#### PROBLEM DETAILS
Across the whole listing, state how many lines include "Madison". Add nothing to that number.

────────

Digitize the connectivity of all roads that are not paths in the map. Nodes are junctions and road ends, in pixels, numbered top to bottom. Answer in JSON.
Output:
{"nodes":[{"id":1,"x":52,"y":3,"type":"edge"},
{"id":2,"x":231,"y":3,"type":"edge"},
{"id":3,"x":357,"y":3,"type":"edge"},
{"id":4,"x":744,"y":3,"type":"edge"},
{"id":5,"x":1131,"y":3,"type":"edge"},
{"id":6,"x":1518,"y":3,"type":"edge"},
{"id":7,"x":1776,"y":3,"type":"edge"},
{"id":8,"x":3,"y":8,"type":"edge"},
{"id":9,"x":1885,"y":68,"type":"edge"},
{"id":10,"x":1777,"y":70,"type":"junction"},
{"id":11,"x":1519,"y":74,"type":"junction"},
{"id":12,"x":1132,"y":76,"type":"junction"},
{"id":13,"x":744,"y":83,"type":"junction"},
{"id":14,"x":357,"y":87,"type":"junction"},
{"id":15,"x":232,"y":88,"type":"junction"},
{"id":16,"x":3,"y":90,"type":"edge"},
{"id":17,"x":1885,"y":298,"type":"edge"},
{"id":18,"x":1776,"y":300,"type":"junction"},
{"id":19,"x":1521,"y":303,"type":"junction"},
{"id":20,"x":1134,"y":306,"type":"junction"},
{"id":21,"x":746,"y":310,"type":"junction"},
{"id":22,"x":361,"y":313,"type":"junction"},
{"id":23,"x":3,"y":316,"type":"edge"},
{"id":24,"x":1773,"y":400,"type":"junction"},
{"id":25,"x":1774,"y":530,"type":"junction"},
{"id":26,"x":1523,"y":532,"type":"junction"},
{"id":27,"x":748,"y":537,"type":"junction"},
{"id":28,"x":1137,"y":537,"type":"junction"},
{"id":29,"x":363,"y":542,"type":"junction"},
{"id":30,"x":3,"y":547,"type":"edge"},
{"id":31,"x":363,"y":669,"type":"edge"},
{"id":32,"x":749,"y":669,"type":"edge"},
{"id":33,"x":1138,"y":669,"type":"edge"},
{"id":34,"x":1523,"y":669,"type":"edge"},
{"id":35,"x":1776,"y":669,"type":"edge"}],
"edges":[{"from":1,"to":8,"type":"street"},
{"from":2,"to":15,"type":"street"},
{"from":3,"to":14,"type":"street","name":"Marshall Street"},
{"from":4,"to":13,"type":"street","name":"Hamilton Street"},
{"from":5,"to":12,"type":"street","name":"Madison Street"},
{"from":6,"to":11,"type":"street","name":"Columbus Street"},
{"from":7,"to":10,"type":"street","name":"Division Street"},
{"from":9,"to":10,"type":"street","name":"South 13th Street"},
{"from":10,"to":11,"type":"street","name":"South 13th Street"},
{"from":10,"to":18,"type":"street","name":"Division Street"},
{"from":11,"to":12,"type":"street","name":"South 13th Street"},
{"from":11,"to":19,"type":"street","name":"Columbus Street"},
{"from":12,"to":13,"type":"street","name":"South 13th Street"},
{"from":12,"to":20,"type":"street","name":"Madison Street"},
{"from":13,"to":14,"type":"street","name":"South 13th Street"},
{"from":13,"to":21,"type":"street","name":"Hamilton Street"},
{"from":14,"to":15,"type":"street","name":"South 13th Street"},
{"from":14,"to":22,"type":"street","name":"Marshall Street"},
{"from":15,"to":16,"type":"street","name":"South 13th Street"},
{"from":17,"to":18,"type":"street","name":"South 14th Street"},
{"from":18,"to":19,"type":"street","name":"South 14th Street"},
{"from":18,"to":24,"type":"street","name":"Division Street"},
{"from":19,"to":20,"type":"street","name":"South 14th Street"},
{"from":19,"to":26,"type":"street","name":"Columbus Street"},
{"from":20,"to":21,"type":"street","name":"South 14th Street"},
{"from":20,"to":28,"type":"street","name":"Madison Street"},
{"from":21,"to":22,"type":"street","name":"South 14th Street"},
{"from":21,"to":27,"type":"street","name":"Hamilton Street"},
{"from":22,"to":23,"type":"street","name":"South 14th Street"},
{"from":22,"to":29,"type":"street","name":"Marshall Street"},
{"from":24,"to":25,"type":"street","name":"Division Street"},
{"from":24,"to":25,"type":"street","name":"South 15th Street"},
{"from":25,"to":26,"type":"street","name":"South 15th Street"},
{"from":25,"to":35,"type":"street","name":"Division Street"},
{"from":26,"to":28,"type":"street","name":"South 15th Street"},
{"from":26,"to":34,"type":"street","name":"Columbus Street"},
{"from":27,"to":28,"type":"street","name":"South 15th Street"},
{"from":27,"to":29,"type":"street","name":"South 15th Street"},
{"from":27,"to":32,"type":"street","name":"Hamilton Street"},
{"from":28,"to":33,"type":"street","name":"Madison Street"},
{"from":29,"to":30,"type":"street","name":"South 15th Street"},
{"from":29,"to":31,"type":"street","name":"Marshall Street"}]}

────────

#### ANSWER FOR THIS EXERCISE
4